*** DATASET CONTENT

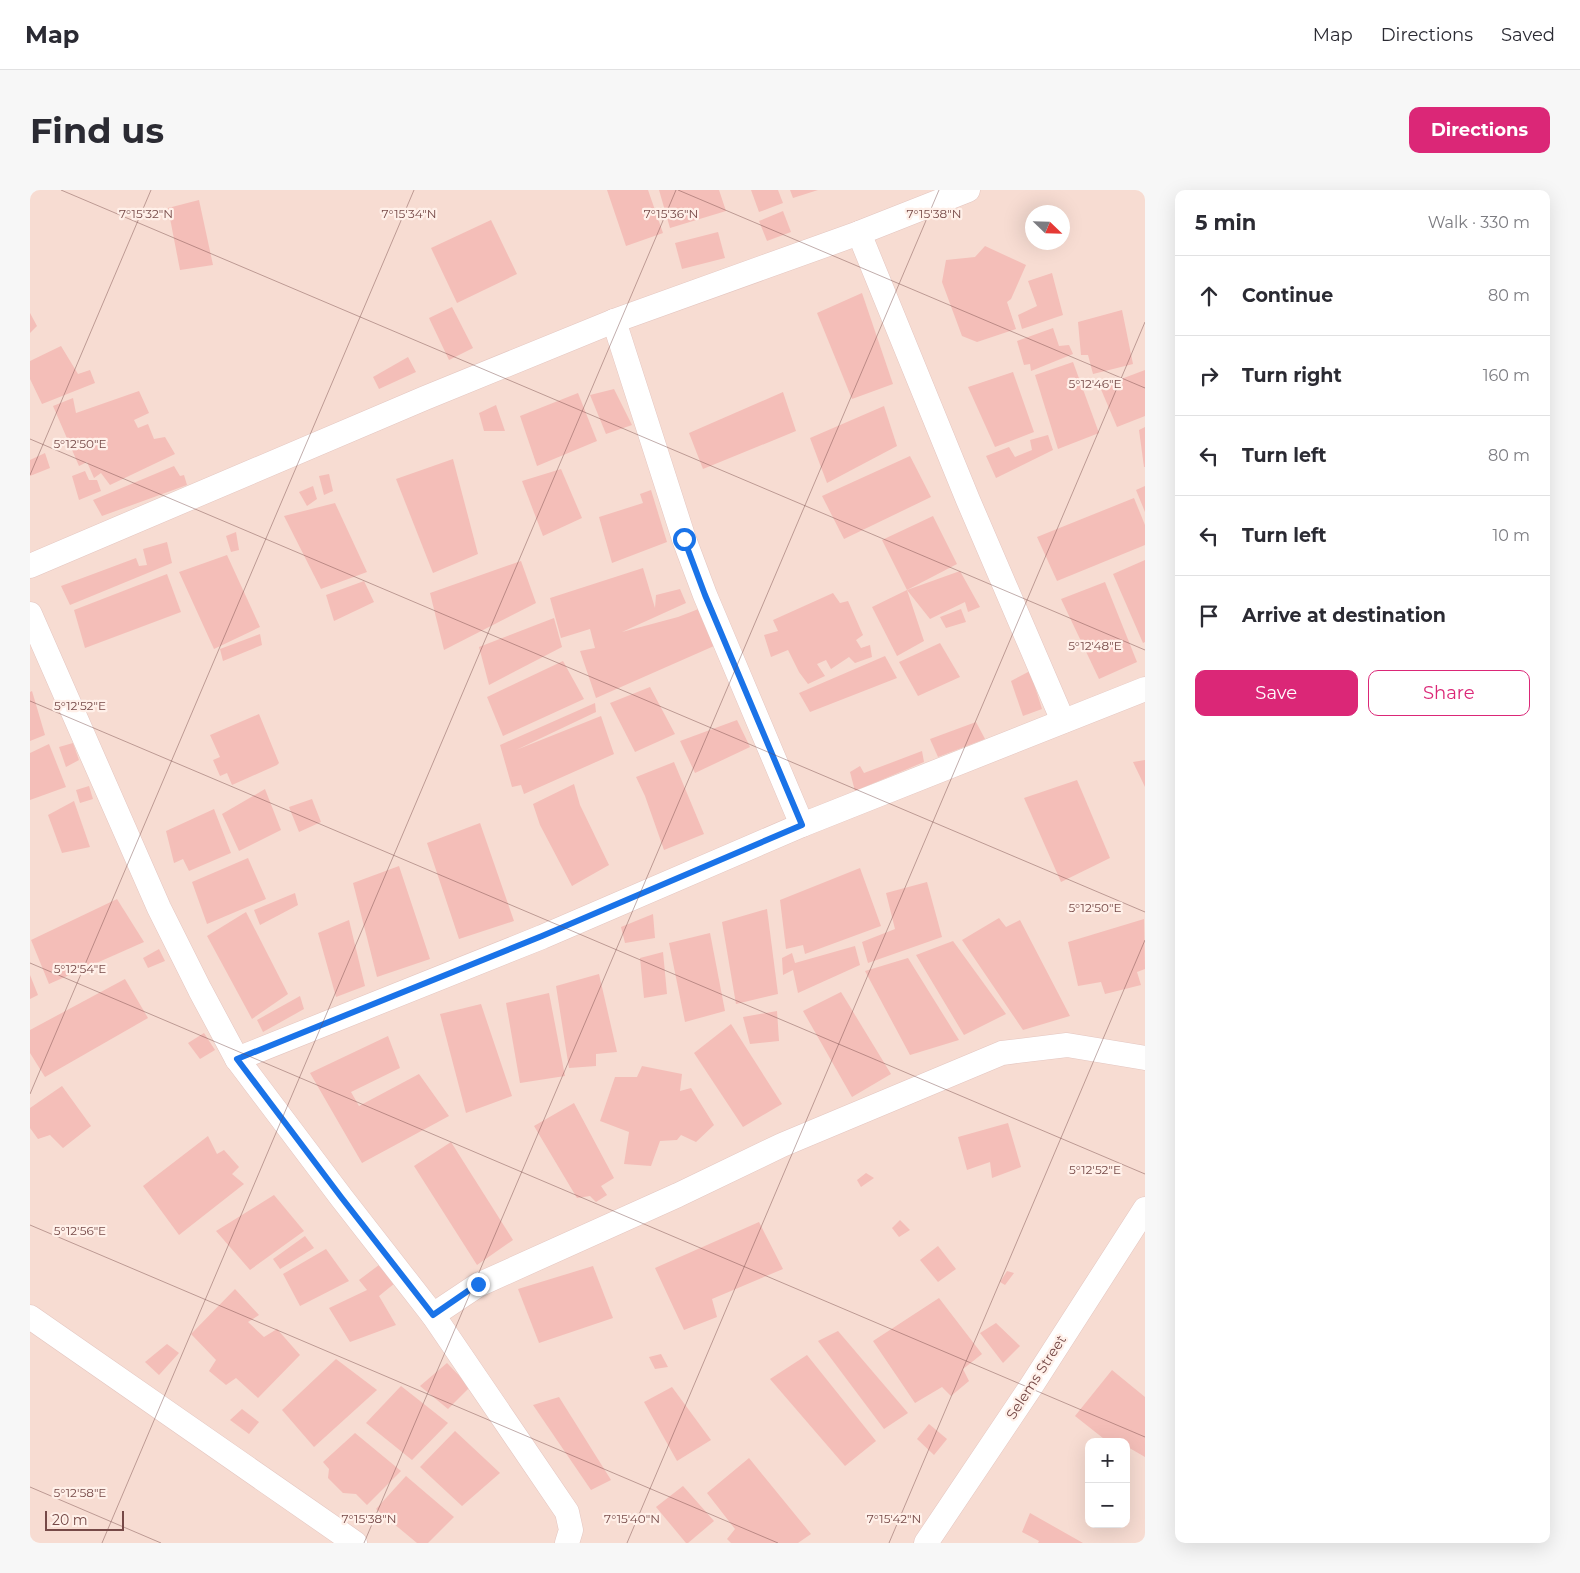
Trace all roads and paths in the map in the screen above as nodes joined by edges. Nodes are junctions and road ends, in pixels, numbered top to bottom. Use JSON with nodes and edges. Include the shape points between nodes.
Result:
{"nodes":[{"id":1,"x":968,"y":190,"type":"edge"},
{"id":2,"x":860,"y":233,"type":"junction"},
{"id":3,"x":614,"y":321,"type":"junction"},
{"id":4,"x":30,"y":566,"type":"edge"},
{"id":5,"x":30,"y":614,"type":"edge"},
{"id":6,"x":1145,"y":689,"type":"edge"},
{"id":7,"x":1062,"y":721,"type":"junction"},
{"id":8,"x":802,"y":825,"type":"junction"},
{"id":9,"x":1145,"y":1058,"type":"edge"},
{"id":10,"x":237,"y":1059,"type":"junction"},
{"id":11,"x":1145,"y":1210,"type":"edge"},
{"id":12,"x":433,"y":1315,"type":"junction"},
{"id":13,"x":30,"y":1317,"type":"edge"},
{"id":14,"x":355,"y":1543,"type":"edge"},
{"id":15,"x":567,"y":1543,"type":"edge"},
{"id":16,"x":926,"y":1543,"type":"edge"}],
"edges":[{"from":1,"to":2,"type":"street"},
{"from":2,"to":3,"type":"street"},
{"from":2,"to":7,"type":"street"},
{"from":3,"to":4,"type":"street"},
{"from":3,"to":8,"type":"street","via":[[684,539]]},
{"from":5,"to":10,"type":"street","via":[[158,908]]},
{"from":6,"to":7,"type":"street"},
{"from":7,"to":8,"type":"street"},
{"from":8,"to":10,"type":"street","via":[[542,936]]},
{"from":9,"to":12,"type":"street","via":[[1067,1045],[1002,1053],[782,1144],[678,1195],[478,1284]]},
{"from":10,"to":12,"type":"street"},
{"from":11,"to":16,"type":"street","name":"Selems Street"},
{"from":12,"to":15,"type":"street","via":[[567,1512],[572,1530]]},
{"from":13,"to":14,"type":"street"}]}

******
*** DATASET CONTENT

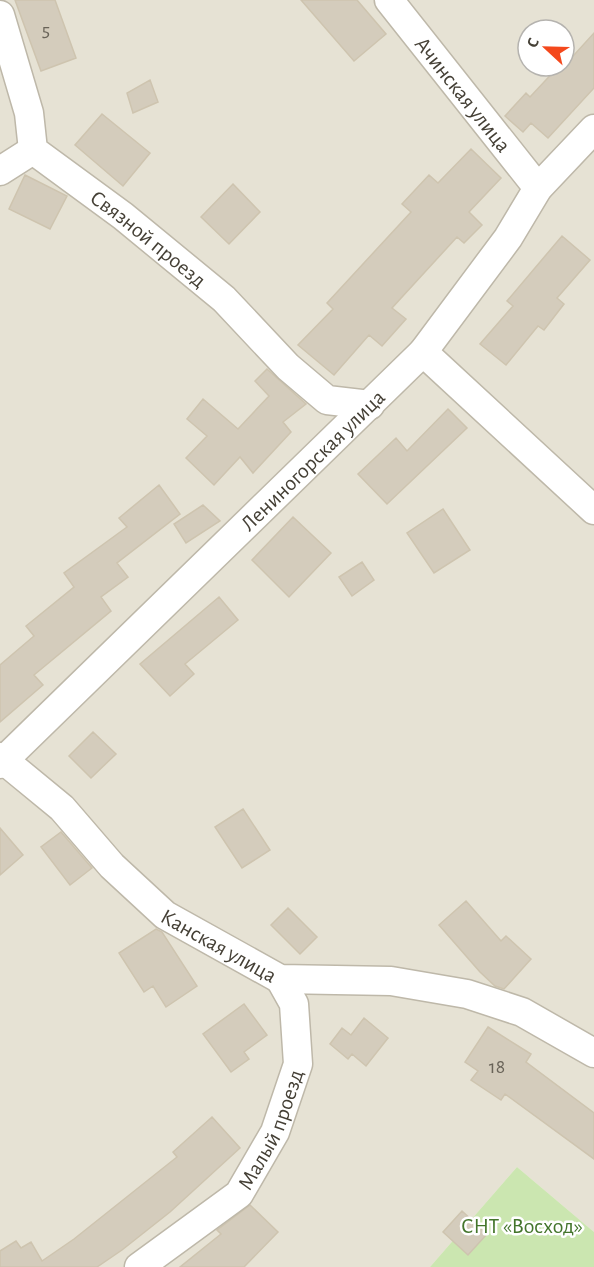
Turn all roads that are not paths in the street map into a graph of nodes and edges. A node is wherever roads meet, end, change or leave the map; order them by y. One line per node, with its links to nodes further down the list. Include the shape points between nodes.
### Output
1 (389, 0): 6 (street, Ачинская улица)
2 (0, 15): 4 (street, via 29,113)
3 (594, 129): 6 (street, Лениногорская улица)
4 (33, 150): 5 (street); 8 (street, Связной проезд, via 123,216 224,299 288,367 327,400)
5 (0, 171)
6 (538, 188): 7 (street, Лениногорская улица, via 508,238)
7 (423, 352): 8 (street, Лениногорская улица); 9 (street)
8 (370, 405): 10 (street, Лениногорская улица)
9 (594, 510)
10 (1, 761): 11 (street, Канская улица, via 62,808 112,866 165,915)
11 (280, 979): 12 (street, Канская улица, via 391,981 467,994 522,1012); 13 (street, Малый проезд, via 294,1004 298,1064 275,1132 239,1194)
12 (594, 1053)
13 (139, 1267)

******

WORK REQUEST: Search the records for the word "between" and copy out every line that holds it.

TASK RESULT:
Trace all roads and paths in the map in the screen above as nodes joined by edges. Nodes are junctions and road ends, in pixels, numbered top to bottom. Use JSON with nodes and edges. Include the shape points between nodes.
Turn all roads that are not paths in the street map into a graph of nodes and edges. A node is wherever roads meet, end, change or leave the map; order them by y. One line per node, with its links to nodes further down the list. Include the shape points between nodes.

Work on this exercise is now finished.